PROBLEM – Copy exactly, and only, the lines that start at the line containing "Build a routing" and end at the last line of the material below.

EXERCISE INPUTS –

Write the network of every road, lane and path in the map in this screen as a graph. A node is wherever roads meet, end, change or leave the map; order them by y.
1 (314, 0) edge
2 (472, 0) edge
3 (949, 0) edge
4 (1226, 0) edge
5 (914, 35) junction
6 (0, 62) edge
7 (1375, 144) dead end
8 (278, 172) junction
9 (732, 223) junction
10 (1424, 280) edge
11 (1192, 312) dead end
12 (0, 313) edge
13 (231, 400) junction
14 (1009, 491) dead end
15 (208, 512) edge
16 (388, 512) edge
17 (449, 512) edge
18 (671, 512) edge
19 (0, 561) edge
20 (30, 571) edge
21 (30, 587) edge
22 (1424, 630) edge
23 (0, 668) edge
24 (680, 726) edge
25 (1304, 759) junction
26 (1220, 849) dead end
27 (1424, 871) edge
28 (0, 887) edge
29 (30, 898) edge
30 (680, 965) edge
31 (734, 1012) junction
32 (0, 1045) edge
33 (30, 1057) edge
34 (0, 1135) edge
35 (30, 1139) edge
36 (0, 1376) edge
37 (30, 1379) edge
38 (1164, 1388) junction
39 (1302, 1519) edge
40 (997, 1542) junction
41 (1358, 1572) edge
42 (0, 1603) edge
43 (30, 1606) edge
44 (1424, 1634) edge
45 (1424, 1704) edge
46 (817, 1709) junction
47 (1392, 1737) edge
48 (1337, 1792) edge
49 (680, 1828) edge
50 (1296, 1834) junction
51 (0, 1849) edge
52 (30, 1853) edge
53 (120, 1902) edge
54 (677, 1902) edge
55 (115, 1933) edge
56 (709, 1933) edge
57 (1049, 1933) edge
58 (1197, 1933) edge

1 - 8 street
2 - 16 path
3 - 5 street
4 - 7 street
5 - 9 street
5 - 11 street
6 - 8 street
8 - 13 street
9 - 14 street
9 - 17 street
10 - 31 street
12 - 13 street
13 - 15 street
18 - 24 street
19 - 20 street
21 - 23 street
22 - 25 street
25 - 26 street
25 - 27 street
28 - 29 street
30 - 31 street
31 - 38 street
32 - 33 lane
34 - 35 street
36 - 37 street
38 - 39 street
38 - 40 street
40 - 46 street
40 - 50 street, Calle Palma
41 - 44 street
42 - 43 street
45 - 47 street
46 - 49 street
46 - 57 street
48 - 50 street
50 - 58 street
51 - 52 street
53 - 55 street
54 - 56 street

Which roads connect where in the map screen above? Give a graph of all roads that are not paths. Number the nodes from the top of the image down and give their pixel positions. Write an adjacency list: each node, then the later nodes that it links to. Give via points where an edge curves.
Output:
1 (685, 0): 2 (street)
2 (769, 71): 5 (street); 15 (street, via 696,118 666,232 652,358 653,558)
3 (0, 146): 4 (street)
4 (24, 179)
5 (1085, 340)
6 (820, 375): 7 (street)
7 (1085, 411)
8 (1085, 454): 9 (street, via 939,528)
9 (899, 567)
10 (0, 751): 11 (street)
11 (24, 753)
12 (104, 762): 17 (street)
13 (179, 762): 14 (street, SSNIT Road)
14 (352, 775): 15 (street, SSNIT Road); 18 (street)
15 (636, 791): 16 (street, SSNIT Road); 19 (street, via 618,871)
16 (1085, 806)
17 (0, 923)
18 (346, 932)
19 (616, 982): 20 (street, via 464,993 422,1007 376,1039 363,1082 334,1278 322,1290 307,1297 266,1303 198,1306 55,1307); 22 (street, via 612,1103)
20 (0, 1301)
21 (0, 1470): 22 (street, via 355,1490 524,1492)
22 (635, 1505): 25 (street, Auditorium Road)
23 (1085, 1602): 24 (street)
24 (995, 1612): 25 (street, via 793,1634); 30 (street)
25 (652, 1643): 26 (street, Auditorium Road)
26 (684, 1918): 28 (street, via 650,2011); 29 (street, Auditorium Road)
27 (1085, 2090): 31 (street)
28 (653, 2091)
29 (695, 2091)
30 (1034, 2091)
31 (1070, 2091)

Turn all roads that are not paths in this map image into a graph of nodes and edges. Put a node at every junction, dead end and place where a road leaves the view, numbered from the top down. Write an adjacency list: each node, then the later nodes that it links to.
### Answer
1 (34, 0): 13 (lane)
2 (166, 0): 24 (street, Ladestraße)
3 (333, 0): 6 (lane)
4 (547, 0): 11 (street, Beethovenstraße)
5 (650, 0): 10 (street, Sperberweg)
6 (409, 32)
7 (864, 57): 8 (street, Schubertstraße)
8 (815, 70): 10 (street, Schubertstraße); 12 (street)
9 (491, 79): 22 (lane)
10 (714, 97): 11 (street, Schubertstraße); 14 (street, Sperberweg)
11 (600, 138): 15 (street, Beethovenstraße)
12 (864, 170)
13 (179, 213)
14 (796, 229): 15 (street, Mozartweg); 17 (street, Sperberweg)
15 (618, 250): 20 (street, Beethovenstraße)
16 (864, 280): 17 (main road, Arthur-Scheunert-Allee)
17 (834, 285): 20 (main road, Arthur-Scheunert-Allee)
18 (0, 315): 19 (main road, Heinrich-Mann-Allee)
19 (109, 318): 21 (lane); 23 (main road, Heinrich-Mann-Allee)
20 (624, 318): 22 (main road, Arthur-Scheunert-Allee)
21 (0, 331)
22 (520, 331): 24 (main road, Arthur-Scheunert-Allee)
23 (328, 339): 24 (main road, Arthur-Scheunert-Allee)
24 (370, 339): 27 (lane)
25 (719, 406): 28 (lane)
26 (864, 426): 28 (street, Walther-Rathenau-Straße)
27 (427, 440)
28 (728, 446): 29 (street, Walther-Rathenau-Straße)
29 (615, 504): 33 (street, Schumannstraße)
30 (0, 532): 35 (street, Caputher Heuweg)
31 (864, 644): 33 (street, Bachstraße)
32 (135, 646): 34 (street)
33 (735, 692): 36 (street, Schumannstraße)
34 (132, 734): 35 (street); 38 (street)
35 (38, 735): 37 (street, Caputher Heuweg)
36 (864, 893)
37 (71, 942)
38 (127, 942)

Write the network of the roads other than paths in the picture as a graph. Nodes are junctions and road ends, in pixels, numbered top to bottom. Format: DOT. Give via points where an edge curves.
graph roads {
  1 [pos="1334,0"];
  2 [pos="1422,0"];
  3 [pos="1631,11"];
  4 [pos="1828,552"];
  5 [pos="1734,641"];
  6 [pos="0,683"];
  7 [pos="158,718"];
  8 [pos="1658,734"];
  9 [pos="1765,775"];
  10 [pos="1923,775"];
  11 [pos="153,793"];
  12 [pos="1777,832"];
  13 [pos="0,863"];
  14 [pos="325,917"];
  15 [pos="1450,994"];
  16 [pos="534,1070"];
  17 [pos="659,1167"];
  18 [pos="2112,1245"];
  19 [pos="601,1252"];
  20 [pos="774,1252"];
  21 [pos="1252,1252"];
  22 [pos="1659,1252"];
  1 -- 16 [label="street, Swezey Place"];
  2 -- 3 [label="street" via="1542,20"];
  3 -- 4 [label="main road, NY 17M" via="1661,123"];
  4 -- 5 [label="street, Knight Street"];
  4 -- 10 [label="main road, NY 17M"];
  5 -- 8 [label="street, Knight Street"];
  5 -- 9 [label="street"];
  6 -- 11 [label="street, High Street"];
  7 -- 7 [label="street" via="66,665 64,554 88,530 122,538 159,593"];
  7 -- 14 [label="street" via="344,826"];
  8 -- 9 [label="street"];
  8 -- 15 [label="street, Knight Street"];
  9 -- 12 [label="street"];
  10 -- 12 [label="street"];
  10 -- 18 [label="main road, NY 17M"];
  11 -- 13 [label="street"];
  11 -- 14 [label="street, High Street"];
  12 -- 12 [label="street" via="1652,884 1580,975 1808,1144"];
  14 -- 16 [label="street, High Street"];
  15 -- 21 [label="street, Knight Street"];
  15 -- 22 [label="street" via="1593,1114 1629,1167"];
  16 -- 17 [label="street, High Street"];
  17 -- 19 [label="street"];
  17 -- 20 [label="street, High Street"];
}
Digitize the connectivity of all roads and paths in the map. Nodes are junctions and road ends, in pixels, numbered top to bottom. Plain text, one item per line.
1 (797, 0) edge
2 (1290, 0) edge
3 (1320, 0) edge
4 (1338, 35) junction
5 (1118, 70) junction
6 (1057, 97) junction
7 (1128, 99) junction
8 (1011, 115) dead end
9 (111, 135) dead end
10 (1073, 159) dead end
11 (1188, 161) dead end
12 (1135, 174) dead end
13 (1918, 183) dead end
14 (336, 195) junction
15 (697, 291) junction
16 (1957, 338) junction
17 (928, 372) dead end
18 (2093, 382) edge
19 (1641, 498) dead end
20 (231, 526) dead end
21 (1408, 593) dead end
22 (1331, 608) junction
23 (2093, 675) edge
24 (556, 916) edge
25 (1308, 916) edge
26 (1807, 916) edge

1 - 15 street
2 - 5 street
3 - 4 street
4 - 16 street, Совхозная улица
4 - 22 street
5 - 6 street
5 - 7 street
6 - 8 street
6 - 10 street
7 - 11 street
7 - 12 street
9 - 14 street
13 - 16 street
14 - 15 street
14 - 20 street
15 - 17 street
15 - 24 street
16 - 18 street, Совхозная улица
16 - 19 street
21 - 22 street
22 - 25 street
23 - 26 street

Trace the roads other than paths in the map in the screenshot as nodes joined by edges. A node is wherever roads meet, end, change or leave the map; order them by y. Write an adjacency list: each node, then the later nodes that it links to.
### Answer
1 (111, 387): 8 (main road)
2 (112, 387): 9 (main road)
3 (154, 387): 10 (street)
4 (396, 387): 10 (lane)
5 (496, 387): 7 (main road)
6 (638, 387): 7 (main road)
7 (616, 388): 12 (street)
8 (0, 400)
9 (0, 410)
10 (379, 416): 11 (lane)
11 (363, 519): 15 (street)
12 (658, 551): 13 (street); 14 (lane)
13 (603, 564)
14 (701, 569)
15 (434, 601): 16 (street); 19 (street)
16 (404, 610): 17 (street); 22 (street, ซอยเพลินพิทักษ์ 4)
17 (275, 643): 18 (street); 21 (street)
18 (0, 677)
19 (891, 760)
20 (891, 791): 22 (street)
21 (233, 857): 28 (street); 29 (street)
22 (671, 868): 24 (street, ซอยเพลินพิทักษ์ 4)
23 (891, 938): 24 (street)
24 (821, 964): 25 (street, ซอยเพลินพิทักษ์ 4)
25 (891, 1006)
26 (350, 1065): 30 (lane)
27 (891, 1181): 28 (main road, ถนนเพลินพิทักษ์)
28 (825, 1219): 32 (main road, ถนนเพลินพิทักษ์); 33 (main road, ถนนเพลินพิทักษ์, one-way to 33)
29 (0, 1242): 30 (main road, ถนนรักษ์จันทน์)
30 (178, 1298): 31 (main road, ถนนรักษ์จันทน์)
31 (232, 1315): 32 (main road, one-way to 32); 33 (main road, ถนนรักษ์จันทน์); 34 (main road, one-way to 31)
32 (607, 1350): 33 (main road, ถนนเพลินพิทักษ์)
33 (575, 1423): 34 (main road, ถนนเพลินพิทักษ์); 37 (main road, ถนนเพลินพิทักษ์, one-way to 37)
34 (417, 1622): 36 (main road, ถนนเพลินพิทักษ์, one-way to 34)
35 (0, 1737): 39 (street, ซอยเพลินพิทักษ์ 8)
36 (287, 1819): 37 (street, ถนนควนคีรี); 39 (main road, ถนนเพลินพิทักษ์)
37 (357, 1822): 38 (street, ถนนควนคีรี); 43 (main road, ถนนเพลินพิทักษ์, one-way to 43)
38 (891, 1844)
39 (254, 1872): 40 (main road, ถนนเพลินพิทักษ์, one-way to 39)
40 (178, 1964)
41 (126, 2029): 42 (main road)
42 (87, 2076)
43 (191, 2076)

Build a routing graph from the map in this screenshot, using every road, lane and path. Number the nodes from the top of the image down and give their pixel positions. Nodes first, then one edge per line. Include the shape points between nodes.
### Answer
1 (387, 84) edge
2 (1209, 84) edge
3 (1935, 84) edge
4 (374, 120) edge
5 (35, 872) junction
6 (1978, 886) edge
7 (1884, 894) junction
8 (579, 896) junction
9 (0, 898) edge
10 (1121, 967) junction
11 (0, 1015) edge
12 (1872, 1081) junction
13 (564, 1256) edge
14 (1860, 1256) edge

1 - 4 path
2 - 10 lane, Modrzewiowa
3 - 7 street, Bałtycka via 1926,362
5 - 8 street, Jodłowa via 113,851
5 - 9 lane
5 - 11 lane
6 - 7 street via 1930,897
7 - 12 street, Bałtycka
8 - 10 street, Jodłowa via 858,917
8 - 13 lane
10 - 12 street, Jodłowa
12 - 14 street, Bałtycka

COMPLETED TASK –
Build a routing graph from the map in this screenshot, using every road, lane and path. Number the nodes from the top of the image down and give their pixel positions. Nodes first, then one edge per line. Include the shape points between nodes.
### Answer
1 (387, 84) edge
2 (1209, 84) edge
3 (1935, 84) edge
4 (374, 120) edge
5 (35, 872) junction
6 (1978, 886) edge
7 (1884, 894) junction
8 (579, 896) junction
9 (0, 898) edge
10 (1121, 967) junction
11 (0, 1015) edge
12 (1872, 1081) junction
13 (564, 1256) edge
14 (1860, 1256) edge

1 - 4 path
2 - 10 lane, Modrzewiowa
3 - 7 street, Bałtycka via 1926,362
5 - 8 street, Jodłowa via 113,851
5 - 9 lane
5 - 11 lane
6 - 7 street via 1930,897
7 - 12 street, Bałtycka
8 - 10 street, Jodłowa via 858,917
8 - 13 lane
10 - 12 street, Jodłowa
12 - 14 street, Bałtycka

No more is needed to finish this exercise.